By pouring new energy into the employee experience, Salesforce can continue expanding within the enterprise. Organizations might not miss their offices much but with Salesforce ramping up its efforts to be a digital replacement, they will have a new home for all their HR-related operations, policies, and tasks.
Trend 3: Stronger Core Products with Data-Driven Intelligence
Over the last 12 months, there is a consensus that human-centered AI has created new business value for top companies.
According to recent IBM research, enterprise AI usage jumped 150 percent from 2019 to 2020. Of the organizations surveyed, 83 percent of the best-performing companies used enterprise AI, the report said, with the highlighted trend repeated across various business sectors.
Granted, this research was very much geared towards how Salesforce solutions are having an impact on the business landscape – the clue is in the title, “The State of Salesforce: Industry Perspectives, 2020-2021 – but there is no doubt that AI will continue to evolve in 2022.
Taking note of the high demand for AI-powered solutions, Salesforce announced a few major innovations for Einstein in 2021:
- Einstein Conversation Mining: Natural language processing allows Einstein to identify common types of customer interactions based on conversation data.
- Einstein Relationship Insights: Using a desktop plugin, Einstein can comb data across the internet for vital customer and company information.
- Einstein Engagement Scoring: Nested within Salesforce CDP, this feature helps marketers zero in on their most engaged customers using both AI and cross-cloud data.
From our perspective, we expect Sales Cloud, Service Cloud, and Marketing Cloud to make better use of data to make more intelligent decisions and provide more intelligent guidance in its guided sales and customer service solutions.

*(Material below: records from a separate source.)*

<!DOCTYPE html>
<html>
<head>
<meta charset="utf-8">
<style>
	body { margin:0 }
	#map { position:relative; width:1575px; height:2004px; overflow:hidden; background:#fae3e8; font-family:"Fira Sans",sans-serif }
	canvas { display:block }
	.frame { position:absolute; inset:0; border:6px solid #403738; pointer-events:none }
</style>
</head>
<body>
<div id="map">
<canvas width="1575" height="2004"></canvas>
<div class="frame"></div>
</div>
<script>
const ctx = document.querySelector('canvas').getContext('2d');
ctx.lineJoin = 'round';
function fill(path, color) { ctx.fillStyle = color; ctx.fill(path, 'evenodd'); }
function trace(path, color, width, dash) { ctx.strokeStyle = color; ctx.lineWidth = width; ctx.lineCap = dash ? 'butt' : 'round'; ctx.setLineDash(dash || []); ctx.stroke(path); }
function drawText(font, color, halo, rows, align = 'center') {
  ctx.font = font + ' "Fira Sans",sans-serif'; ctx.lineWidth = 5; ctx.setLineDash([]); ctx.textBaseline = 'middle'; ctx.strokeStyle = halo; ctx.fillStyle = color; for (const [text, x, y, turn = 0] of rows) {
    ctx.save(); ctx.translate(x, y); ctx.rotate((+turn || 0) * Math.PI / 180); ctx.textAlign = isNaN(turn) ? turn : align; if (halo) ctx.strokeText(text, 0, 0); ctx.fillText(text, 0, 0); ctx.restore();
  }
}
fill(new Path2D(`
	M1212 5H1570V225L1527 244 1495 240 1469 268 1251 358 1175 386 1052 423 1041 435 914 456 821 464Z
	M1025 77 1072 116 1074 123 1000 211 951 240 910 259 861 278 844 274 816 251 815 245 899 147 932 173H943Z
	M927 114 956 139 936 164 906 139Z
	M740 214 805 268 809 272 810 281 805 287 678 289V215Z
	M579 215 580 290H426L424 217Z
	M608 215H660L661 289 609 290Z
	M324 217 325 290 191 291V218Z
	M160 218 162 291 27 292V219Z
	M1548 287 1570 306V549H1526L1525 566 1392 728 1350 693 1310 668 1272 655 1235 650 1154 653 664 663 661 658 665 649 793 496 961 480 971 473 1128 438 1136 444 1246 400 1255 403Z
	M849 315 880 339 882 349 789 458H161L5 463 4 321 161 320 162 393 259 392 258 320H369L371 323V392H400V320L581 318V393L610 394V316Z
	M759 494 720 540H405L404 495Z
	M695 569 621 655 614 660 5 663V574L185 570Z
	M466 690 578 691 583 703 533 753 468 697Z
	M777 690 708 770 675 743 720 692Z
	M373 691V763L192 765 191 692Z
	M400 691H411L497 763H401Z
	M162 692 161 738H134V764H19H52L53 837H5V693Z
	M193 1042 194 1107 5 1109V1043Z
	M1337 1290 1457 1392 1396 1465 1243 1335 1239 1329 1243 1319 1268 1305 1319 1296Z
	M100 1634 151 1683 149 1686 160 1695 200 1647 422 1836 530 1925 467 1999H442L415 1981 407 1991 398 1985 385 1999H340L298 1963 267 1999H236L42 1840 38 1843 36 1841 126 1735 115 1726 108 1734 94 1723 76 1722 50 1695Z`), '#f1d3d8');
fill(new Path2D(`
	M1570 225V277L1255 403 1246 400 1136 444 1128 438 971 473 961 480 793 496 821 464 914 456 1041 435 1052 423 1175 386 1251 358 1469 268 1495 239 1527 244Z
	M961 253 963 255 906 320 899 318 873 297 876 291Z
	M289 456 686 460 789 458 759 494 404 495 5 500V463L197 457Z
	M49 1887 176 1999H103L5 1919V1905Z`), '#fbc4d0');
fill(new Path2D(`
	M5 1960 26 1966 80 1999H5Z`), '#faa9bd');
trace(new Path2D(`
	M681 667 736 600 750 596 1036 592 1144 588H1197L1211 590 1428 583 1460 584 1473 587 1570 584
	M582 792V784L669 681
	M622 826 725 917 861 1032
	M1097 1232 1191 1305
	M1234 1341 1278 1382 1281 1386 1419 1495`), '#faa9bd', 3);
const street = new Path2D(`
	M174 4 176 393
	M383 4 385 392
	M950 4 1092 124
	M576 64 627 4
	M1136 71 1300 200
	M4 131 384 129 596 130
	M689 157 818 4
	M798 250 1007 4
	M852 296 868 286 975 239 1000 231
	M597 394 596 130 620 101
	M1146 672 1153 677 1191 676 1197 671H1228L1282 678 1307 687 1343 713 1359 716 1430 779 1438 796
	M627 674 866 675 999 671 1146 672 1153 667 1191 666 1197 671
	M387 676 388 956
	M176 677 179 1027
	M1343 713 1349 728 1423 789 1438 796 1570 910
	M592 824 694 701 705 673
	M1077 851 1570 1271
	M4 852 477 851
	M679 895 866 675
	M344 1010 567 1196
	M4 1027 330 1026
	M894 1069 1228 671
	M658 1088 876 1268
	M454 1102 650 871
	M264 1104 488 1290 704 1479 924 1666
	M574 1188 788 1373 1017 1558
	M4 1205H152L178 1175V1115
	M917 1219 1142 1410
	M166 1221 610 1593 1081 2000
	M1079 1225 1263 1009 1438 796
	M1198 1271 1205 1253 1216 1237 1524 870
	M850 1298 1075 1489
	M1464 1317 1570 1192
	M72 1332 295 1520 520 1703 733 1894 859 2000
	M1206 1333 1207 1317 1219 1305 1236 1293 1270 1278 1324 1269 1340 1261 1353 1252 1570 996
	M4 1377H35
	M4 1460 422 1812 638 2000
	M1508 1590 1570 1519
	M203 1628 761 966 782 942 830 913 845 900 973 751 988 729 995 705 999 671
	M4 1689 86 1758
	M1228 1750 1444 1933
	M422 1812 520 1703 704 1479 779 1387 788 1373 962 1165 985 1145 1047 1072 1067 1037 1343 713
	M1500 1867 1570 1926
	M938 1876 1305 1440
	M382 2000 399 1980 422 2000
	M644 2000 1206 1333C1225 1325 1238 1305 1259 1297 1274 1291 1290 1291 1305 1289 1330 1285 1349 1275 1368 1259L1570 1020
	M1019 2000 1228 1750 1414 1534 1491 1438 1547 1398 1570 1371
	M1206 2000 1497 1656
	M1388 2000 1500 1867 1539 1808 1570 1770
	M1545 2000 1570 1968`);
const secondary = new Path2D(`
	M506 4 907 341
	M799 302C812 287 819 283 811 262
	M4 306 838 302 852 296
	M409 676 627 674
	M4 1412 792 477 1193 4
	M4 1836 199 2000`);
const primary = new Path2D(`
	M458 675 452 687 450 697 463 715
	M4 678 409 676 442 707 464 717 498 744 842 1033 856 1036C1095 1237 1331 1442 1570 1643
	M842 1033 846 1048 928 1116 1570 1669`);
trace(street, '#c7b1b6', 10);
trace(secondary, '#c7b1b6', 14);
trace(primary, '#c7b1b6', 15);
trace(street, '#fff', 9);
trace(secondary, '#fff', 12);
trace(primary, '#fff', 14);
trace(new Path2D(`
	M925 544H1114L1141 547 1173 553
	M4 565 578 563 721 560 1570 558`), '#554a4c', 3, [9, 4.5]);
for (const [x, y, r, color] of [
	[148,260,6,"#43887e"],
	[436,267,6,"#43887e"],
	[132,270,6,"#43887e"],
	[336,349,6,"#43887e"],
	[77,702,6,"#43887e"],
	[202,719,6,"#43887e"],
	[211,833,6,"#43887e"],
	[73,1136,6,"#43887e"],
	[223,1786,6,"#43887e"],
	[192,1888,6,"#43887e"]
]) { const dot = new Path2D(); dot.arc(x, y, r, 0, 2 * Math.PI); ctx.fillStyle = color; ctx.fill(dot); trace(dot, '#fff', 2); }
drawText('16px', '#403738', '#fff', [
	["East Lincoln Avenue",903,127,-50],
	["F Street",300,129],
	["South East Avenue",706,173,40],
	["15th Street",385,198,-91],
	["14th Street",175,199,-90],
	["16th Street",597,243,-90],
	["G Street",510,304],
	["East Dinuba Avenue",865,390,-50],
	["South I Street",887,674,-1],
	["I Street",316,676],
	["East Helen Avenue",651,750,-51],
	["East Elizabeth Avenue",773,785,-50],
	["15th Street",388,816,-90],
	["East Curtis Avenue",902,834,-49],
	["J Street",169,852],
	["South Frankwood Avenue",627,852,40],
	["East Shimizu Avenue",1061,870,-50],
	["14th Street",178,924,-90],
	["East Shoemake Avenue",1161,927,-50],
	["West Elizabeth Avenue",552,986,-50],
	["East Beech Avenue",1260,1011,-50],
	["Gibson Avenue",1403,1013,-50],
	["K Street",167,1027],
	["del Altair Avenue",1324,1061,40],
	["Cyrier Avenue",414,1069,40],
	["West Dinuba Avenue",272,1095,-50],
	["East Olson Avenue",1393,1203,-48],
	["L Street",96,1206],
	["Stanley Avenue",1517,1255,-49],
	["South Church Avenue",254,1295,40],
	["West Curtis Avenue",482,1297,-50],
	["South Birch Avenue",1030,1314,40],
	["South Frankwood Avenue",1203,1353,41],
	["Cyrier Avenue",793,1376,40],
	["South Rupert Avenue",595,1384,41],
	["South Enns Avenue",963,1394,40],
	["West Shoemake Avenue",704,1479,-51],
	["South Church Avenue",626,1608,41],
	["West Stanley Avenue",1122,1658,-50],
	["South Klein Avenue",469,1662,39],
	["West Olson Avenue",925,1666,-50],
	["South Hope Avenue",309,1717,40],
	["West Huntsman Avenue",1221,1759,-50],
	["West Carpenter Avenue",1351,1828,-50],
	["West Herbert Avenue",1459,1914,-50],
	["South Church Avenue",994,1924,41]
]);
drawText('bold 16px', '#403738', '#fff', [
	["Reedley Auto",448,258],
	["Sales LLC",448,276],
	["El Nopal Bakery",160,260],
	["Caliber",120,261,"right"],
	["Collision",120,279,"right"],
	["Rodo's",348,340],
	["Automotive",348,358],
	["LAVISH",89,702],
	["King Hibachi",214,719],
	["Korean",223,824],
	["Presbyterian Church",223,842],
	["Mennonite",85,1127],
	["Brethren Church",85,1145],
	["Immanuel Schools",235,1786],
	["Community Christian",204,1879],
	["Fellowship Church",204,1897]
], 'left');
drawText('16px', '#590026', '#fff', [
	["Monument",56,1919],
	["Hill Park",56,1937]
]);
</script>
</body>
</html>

Data is a commodity, so it makes perfect sense that companies will be leveraging next-generation tech to make full use of the actionable insights available.
So, how do these AI solutions impact Salesforce’s not-so-covert mission to become your virtual home base?
Once again, the answer is quite simple. As your company continues to rely on AI to increase efficiency, drive revenue, and help employees provide a better overall customer experience for their customers, you may find yourself also turning to Salesforce as a one-stop shop for AI-powered business processes.
Trend 4: Rising Demand for Salesforce Talent
Slack wasn’t Salesforce’s only major acquisition in 2021. The company also purchased Acumen Solutions, a professional services firm with a heavy focus on Salesforce consulting. With Acumen’s expertise, Salesforce can offer consulting services directly to the organizations that use its software.
It’s a savvy move by the company. On a basic level, as Salesforce adds more functionality for more industries, enjoying maximum ROI from the platform will require increasing amounts of specialized knowledge.
This means organizations will need to invest in Salesforce-focused talent and SME. And, just like in the physical workplace, Salesforce-aligned entities will need capable practitioners to structure and manage solutions as effective virtual offices.
Tapping into the Future of Work
Over the last two decades, Salesforce has become a cloud-based tech behemoth. Anyone who lives in San Francisco will be able to attest to the company’s ubiquitous presence in business optimization strategies every time they look at the city skyline, but its ongoing innovations and astute workplace investments fit perfectly with the new normal narrative.
In 2022, Salesforce will both move toward becoming the virtual home base for your distributed workforce and cement its reputation as the go-to option for companies that are still trying to put the workplace pieces together.
And whether you’re ready for enterprise-wide digital transformation or a more focused departmental optimization effort, now is a great time to explore the working potential that Salesforce offers. The future of work is not set in stone, but the companies that continue to adapt to the challenges of the post-pandemic working requirements will not only benefit in the short terms but also for years to come.